If this symmetry existed, the discussion around "what is consent" would change drastically, I expect.

Imagine going to wordpress dot com or facebook dot com and being greeted with :
"Sorry, your Terms of Engagement disallows the use of your data for training of Generative AI technology, and we are unable or unwilling to disable it for your session. Access Denied"

@neil To me, one powerful way to describe the situation is by imagining symmetry in the consent relationship between service providers and individuals.

We've all seen and clicked thru the "I accept the terms..." nag, and IANAL but apparently courts have found this to be acceptable and binding on individual users of software and services.

David

@neil Imagine if a person used Big Tech-like tactics when engaging in sexual activity. Would excuses such as, “before our date she consented to my dating T&C—50 pages spread across multiple documents—which include authorization for sex with me and 300 other people who pay me to participate on my dates. I obtained her consent by showing her my phone with links to the full T&C docs and a big ‘I CONSENT’ button,” go over well?

Adam John

@neil superb summary of a perspective I wholly agree with in general. ty for sharing!

Mark Chick

@neil

Tech company: if we told you what we would like to do with your information, subject to your agreement, you would never agree. But of course ‘we value your privacy’.

Average Joe: you’re right. I would not agree.

Tech company: that’s why we aren’t asking you to agree. We get no value (= we don’t make money) from your privacy that way.
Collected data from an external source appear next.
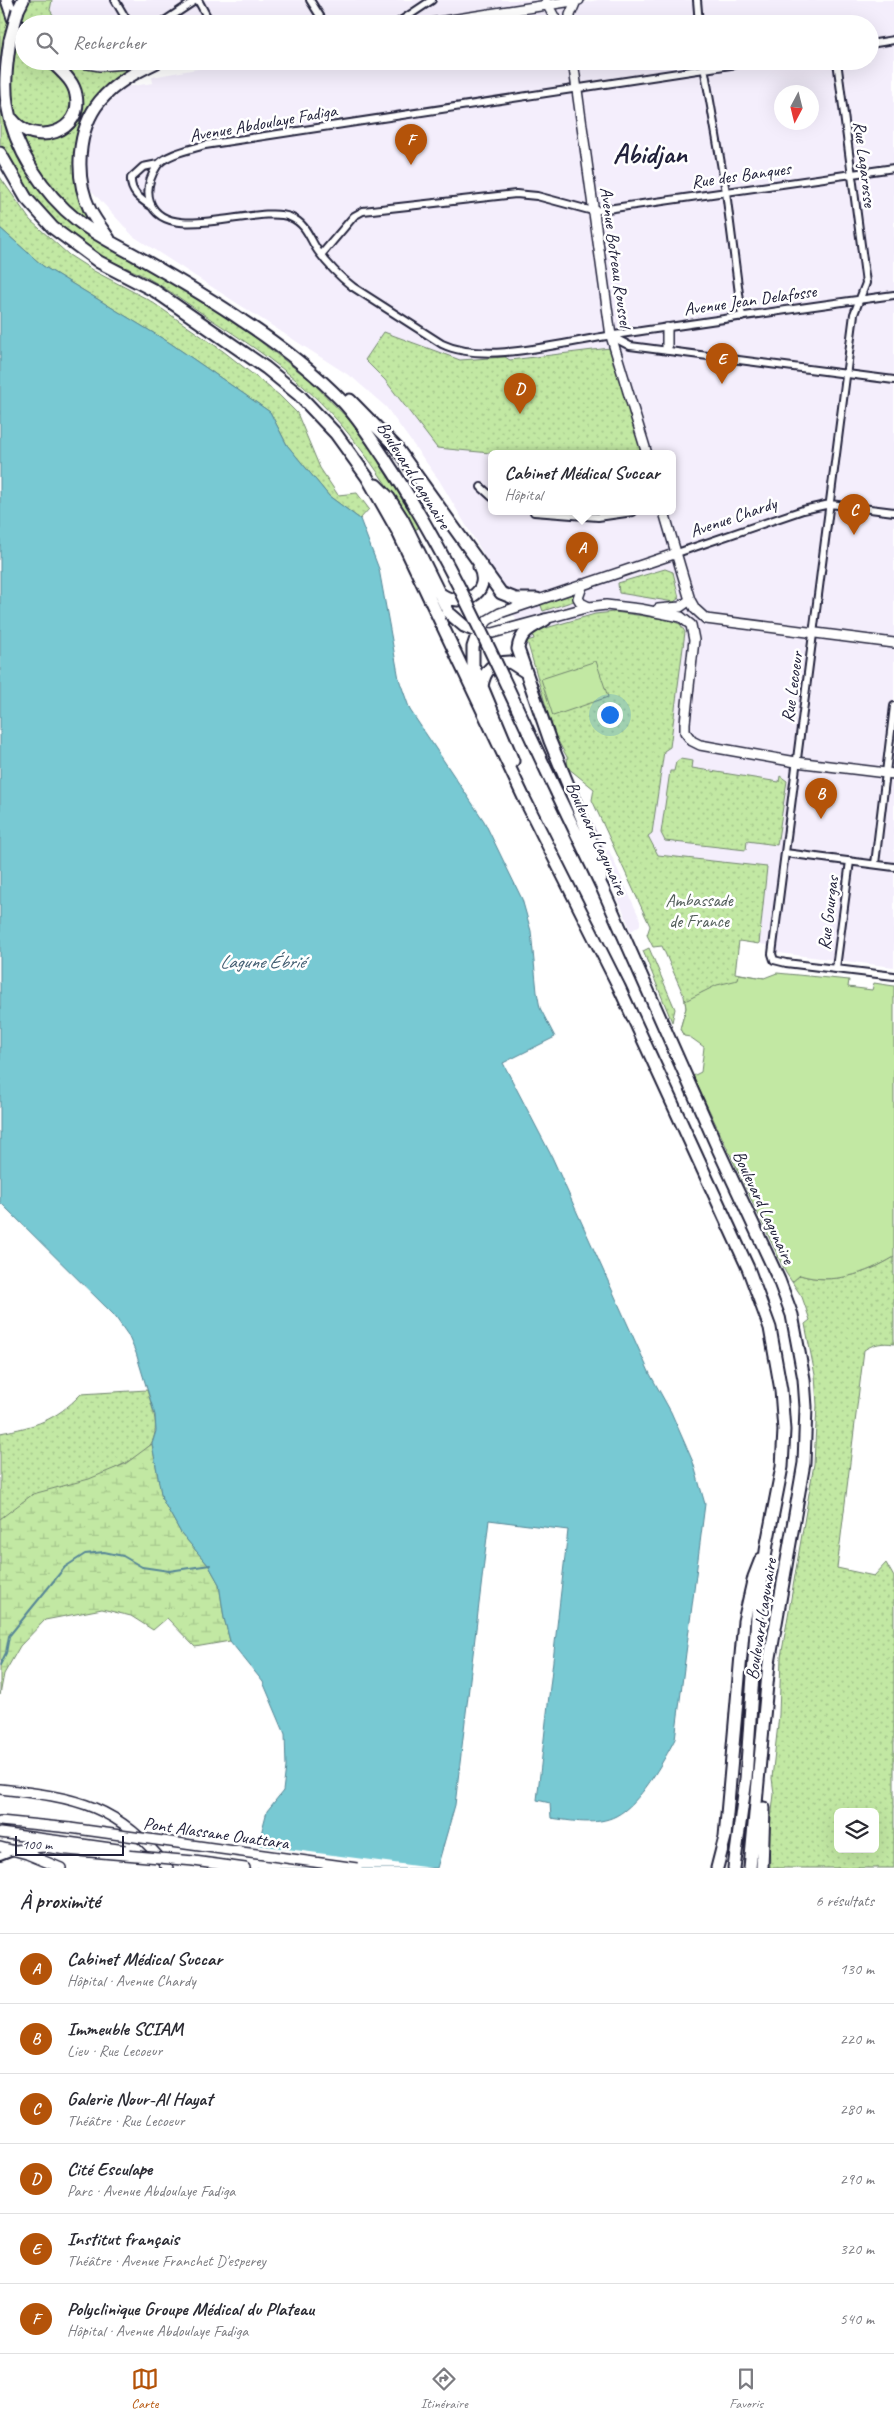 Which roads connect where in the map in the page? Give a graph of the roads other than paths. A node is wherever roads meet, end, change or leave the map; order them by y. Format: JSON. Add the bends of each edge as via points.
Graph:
{"nodes":[{"id":1,"x":7,"y":0,"type":"edge"},
{"id":2,"x":115,"y":0,"type":"edge"},
{"id":3,"x":197,"y":0,"type":"edge"},
{"id":4,"x":310,"y":0,"type":"edge"},
{"id":5,"x":578,"y":0,"type":"edge"},
{"id":6,"x":696,"y":0,"type":"edge"},
{"id":7,"x":428,"y":1,"type":"edge"},
{"id":8,"x":546,"y":3,"type":"edge"},
{"id":9,"x":124,"y":15,"type":"edge"},
{"id":10,"x":174,"y":15,"type":"edge"},
{"id":11,"x":206,"y":15,"type":"edge"},
{"id":12,"x":319,"y":15,"type":"edge"},
{"id":13,"x":409,"y":15,"type":"edge"},
{"id":14,"x":477,"y":15,"type":"edge"},
{"id":15,"x":553,"y":15,"type":"edge"},
{"id":16,"x":570,"y":15,"type":"edge"},
{"id":17,"x":698,"y":15,"type":"edge"},
{"id":18,"x":15,"y":21,"type":"edge"},
{"id":19,"x":15,"y":24,"type":"edge"},
{"id":20,"x":894,"y":40,"type":"edge"},
{"id":21,"x":879,"y":42,"type":"edge"},
{"id":22,"x":60,"y":70,"type":"edge"},
{"id":23,"x":142,"y":70,"type":"edge"},
{"id":24,"x":574,"y":70,"type":"edge"},
{"id":25,"x":704,"y":70,"type":"joint"},
{"id":26,"x":838,"y":70,"type":"edge"},
{"id":27,"x":576,"y":88,"type":"junction"},
{"id":28,"x":10,"y":116,"type":"junction"},
{"id":29,"x":0,"y":153,"type":"edge"},
{"id":30,"x":158,"y":164,"type":"junction"},
{"id":31,"x":894,"y":168,"type":"edge"},
{"id":32,"x":851,"y":175,"type":"junction"},
{"id":33,"x":726,"y":192,"type":"junction"},
{"id":34,"x":152,"y":206,"type":"junction"},
{"id":35,"x":593,"y":210,"type":"junction"},
{"id":36,"x":112,"y":242,"type":"junction"},
{"id":37,"x":321,"y":255,"type":"junction"},
{"id":38,"x":894,"y":295,"type":"edge"},
{"id":39,"x":860,"y":299,"type":"junction"},
{"id":40,"x":742,"y":317,"type":"junction"},
{"id":41,"x":244,"y":321,"type":"junction"},
{"id":42,"x":666,"y":328,"type":"junction"},
{"id":43,"x":611,"y":336,"type":"junction"},
{"id":44,"x":667,"y":350,"type":"junction"},
{"id":45,"x":846,"y":374,"type":"junction"},
{"id":46,"x":894,"y":380,"type":"edge"},
{"id":47,"x":646,"y":450,"type":"edge"},
{"id":48,"x":368,"y":477,"type":"junction"},
{"id":49,"x":480,"y":487,"type":"dead end"},
{"id":50,"x":488,"y":494,"type":"edge"},
{"id":51,"x":830,"y":504,"type":"junction"},
{"id":52,"x":894,"y":512,"type":"edge"},
{"id":53,"x":572,"y":515,"type":"edge"},
{"id":54,"x":612,"y":515,"type":"edge"},
{"id":55,"x":665,"y":515,"type":"edge"},
{"id":56,"x":677,"y":553,"type":"junction"},
{"id":57,"x":474,"y":556,"type":"junction"},
{"id":58,"x":583,"y":584,"type":"junction"},
{"id":59,"x":437,"y":591,"type":"junction"},
{"id":60,"x":537,"y":599,"type":"junction"},
{"id":61,"x":690,"y":600,"type":"junction"},
{"id":62,"x":589,"y":607,"type":"junction"},
{"id":63,"x":640,"y":609,"type":"junction"},
{"id":64,"x":706,"y":619,"type":"junction"},
{"id":65,"x":546,"y":620,"type":"junction"},
{"id":66,"x":478,"y":632,"type":"junction"},
{"id":67,"x":814,"y":632,"type":"junction"},
{"id":68,"x":694,"y":640,"type":"junction"},
{"id":69,"x":894,"y":643,"type":"edge"},
{"id":70,"x":524,"y":671,"type":"junction"},
{"id":71,"x":482,"y":687,"type":"junction"},
{"id":72,"x":894,"y":706,"type":"edge"},
{"id":73,"x":796,"y":762,"type":"junction"},
{"id":74,"x":890,"y":774,"type":"edge"},
{"id":75,"x":525,"y":800,"type":"junction"},
{"id":76,"x":785,"y":853,"type":"junction"},
{"id":77,"x":850,"y":861,"type":"junction"},
{"id":78,"x":875,"y":864,"type":"junction"},
{"id":79,"x":894,"y":867,"type":"edge"},
{"id":80,"x":602,"y":887,"type":"junction"},
{"id":81,"x":836,"y":968,"type":"junction"},
{"id":82,"x":894,"y":976,"type":"edge"},
{"id":83,"x":767,"y":1544,"type":"junction"},
{"id":84,"x":761,"y":1766,"type":"junction"},
{"id":85,"x":0,"y":1789,"type":"edge"},
{"id":86,"x":0,"y":1822,"type":"edge"},
{"id":87,"x":1,"y":1834,"type":"edge"},
{"id":88,"x":68,"y":1846,"type":"junction"},
{"id":89,"x":0,"y":1847,"type":"edge"},
{"id":90,"x":14,"y":1851,"type":"junction"},
{"id":91,"x":0,"y":1856,"type":"edge"},
{"id":92,"x":61,"y":1868,"type":"edge"},
{"id":93,"x":168,"y":1868,"type":"edge"},
{"id":94,"x":245,"y":1868,"type":"edge"},
{"id":95,"x":358,"y":1868,"type":"edge"},
{"id":96,"x":717,"y":1868,"type":"edge"},
{"id":97,"x":734,"y":1868,"type":"edge"},
{"id":98,"x":750,"y":1868,"type":"edge"},
{"id":99,"x":762,"y":1868,"type":"edge"}],
"edges":[{"from":1,"to":18,"type":"highway"},
{"from":2,"to":9,"type":"street"},
{"from":3,"to":10,"type":"street"},
{"from":3,"to":11,"type":"street"},
{"from":4,"to":12,"type":"street"},
{"from":5,"to":8,"type":"street"},
{"from":5,"to":16,"type":"street"},
{"from":6,"to":17,"type":"street"},
{"from":7,"to":13,"type":"street"},
{"from":8,"to":14,"type":"street"},
{"from":8,"to":15,"type":"street"},
{"from":19,"to":28,"type":"highway","name":"Boulevard Lagunaire","bridge":true,"via":[[10,40],[6,86]]},
{"from":20,"to":21,"type":"street"},
{"from":22,"to":28,"type":"highway","via":[[76,96],[70,121],[57,131],[38,135],[23,130]]},
{"from":23,"to":36,"type":"highway","via":[[111,90],[92,112],[80,158],[83,193],[90,211]]},
{"from":24,"to":27,"type":"street","name":"Avenue Botreau Roussel"},
{"from":25,"to":27,"type":"street","name":"Avenue Abdoulaye Fadiga"},
{"from":25,"to":33,"type":"street"},
{"from":26,"to":32,"type":"street","name":"Rue Lagarosse"},
{"from":27,"to":30,"type":"street","name":"Avenue Abdoulaye Fadiga","via":[[205,145]]},
{"from":27,"to":35,"type":"street","name":"Avenue Botreau Roussel"},
{"from":28,"to":36,"type":"highway","name":"Boulevard Lagunaire","via":[[28,160],[54,198],[77,221]]},
{"from":29,"to":48,"type":"highway","name":"Boulevard Lagunaire","via":[[26,198],[53,228],[99,262],[155,291],[266,368],[299,395],[336,434]]},
{"from":30,"to":34,"type":"street","via":[[149,185],[148,196]]},
{"from":30,"to":34,"type":"street","name":"Avenue Abdoulaye Fadiga","via":[[143,167],[131,178],[130,186],[135,193]]},
{"from":31,"to":32,"type":"street","name":"Rue des Banques"},
{"from":32,"to":33,"type":"street","name":"Rue des Banques"},
{"from":32,"to":39,"type":"street","name":"Rue Lagarosse","via":[[866,283]]},
{"from":33,"to":35,"type":"street","name":"Rue des Banques"},
{"from":33,"to":40,"type":"street"},
{"from":34,"to":37,"type":"street","via":[[171,220],[200,224],[283,214],[300,222]]},
{"from":35,"to":37,"type":"street","via":[[516,194],[363,211],[354,216]]},
{"from":35,"to":43,"type":"street","name":"Avenue Botreau Roussel"},
{"from":36,"to":41,"type":"highway","name":"Boulevard Lagunaire"},
{"from":37,"to":43,"type":"street","via":[[352,287],[456,351],[514,351]]},
{"from":38,"to":39,"type":"street","name":"Avenue Jean Delafosse"},
{"from":39,"to":40,"type":"street","name":"Avenue Jean Delafosse"},
{"from":39,"to":45,"type":"street","name":"Rue Lecoeur","via":[[854,314]]},
{"from":40,"to":42,"type":"street","name":"Avenue Jean Delafosse"},
{"from":41,"to":57,"type":"highway","via":[[308,364],[370,420],[396,447]]},
{"from":41,"to":80,"type":"highway","name":"Boulevard Lagunaire","bridge":true,"via":[[343,402],[362,424],[428,526]]},
{"from":42,"to":43,"type":"street","name":"Avenue Jean Delafosse"},
{"from":42,"to":44,"type":"street"},
{"from":43,"to":44,"type":"street","via":[[630,346]]},
{"from":43,"to":47,"type":"street","name":"Avenue Botreau Roussel"},
{"from":44,"to":45,"type":"street"},
{"from":45,"to":46,"type":"street"},
{"from":45,"to":51,"type":"street","name":"Rue Lecoeur"},
{"from":48,"to":59,"type":"highway","via":[[397,510]]},
{"from":48,"to":75,"type":"highway","name":"Boulevard Lagunaire","via":[[397,530]]},
{"from":49,"to":50,"type":"street"},
{"from":51,"to":52,"type":"street","name":"Avenue Chardy"},
{"from":51,"to":56,"type":"street","name":"Avenue Chardy","via":[[803,510]]},
{"from":51,"to":67,"type":"street","name":"Rue Lecoeur"},
{"from":53,"to":54,"type":"street"},
{"from":55,"to":56,"type":"street"},
{"from":56,"to":58,"type":"street","name":"Avenue Chardy"},
{"from":56,"to":61,"type":"street"},
{"from":57,"to":59,"type":"highway","via":[[483,573],[481,585],[473,596],[453,602]]},
{"from":57,"to":60,"type":"highway","via":[[501,594],[516,599]]},
{"from":58,"to":60,"type":"street","name":"Avenue Chardy"},
{"from":58,"to":62,"type":"street","via":[[578,598]]},
{"from":59,"to":66,"type":"highway","via":[[448,613]]},
{"from":60,"to":66,"type":"street","name":"Avenue Chardy","via":[[493,616]]},
{"from":61,"to":63,"type":"street","via":[[680,607]]},
{"from":61,"to":64,"type":"street"},
{"from":62,"to":63,"type":"street","via":[[616,605]]},
{"from":62,"to":65,"type":"street"},
{"from":63,"to":68,"type":"street","via":[[687,620]]},
{"from":64,"to":67,"type":"street"},
{"from":64,"to":68,"type":"street","via":[[699,625]]},
{"from":65,"to":66,"type":"street","via":[[493,632]]},
{"from":65,"to":70,"type":"highway","via":[[520,638],[518,649]]},
{"from":66,"to":71,"type":"highway","via":[[472,655]]},
{"from":67,"to":69,"type":"street"},
{"from":67,"to":73,"type":"street","name":"Rue Lecoeur"},
{"from":68,"to":73,"type":"street","via":[[685,732],[692,740],[712,748]]},
{"from":70,"to":71,"type":"highway","via":[[510,662],[496,664],[485,673]]},
{"from":70,"to":80,"type":"highway","via":[[597,856]]},
{"from":71,"to":75,"type":"highway","via":[[497,718]]},
{"from":72,"to":74,"type":"street"},
{"from":73,"to":74,"type":"street"},
{"from":73,"to":76,"type":"street","name":"Rue Lecoeur"},
{"from":74,"to":78,"type":"street"},
{"from":75,"to":83,"type":"highway","name":"Boulevard Lagunaire","via":[[647,1047],[748,1268],[770,1328],[782,1390],[784,1430],[782,1467]]},
{"from":76,"to":77,"type":"street"},
{"from":76,"to":81,"type":"street","name":"Rue Lecoeur","via":[[772,954],[774,960]]},
{"from":77,"to":78,"type":"street"},
{"from":77,"to":81,"type":"street","name":"Rue Gourgas"},
{"from":78,"to":79,"type":"street"},
{"from":80,"to":84,"type":"highway","name":"Boulevard Lagunaire","via":[[779,1280],[792,1315],[804,1379],[804,1463],[769,1664]]},
{"from":81,"to":82,"type":"street","name":"Rue Lecoeur"},
{"from":83,"to":96,"type":"highway","via":[[754,1577],[744,1621],[725,1837]]},
{"from":83,"to":97,"type":"highway","name":"Boulevard Lagunaire","via":[[757,1616],[746,1779]]},
{"from":84,"to":98,"type":"highway","name":"Boulevard Lagunaire"},
{"from":84,"to":99,"type":"highway","via":[[764,1808]]},
{"from":85,"to":93,"type":"street","via":[[61,1796],[96,1807],[129,1827]]},
{"from":86,"to":95,"type":"street","name":"Pont Alassane Ouattara","bridge":true,"via":[[70,1828]]},
{"from":87,"to":88,"type":"street"},
{"from":88,"to":90,"type":"street"},
{"from":88,"to":94,"type":"street","name":"Pont Alassane Ouattara","bridge":true},
{"from":89,"to":90,"type":"street"},
{"from":90,"to":91,"type":"street"},
{"from":90,"to":92,"type":"street"}]}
still can't work out who i am

@neil absolutely you can they're blatant law breaking in Europe with cookie permissions which they are now starting to fix and we're now getting the same being done again over AI data selling.
Sadly the fines are just not enough to stop them and who knows what will happen if the US becomes a fascist state as seems likely

Fiachra

@neil A lion might understand the inner world of a gazelle to some degree, but it's only interested in that insofar as it's relevant to hunting.

The Janx Devil

@neil Totally. They understand consent as a tax, to be avoided if possible and evaded if necessary.

';DROP TABLE foxes;--

@neil Exactly.

ISTR Facebook/Meta complaining about Apple's changes to ad tracking consent where FB's complaint almost literally said "it's not fair that we can't just have it be opt out, if people are specifically asked about it then they'll all say no"!

Christopher Wood

@neil Once on a call at my remote job I pointed out that the efforts to lure us back to offices had the same creepiness as the guy at the bar who says "Want to come back to my place? I have an eight-track".

I think you've just clarified the reaction I got.

Craig Nicol

@neil they take consent as seriously as Hollywood.

Swader

@neil There’s a reason that terms like “fail fast” and “better to ask forgiveness than permission“ are so popular.

Molytov

@neil Louis Rossmann calls it a "rapist's mentality"
They feel entitled to you, don't care about asking for consent, actively violate you for their benefit and blame and gaslight you for demanding basic respect and safety.

micha

@neil @aral i totally agree with the exception of "companies" or "big tech" .

This "problem" is more widespread, eg politics. It's driven by evil (think of dark patterns, willingly misunderstanding) and by stupid. Which one is worse or which one is more important to tackle i let others decide.

PhDog 🇮🇪

@neil

Almost no one doesn't understand consent.

John Mierau

@neil
As in 'The system isn't broke, it's working exaclty as it was designed'?

I would agree.

𝐑𝐞𝐛𝐞𝐜𝐜𝐚 𝐅𝐢𝐧𝐧 🏳️‍⚧️ 🇺🇦

@neil ah, yes... I hate the "maybe they don't understand" apologists!
Mostly because there's no way anyone could think they don't understand! (This applies for a plethora of other issues too).

Haelwenn /элвэн/ :triskell:
@neil I guess yeah they somewhat understand the idea of consent but I'd say the vast majority do not grok it and strongly do not want to.
smaller creature

@neil crashlytics which used to be under twitter's fabric (now under google's firebase) used to have a page in their docs telling you how to set up a dialog asking the user whether they want metric collection or not. there was a warning saying most users would choose no, so it is advised to not show the dialog at all.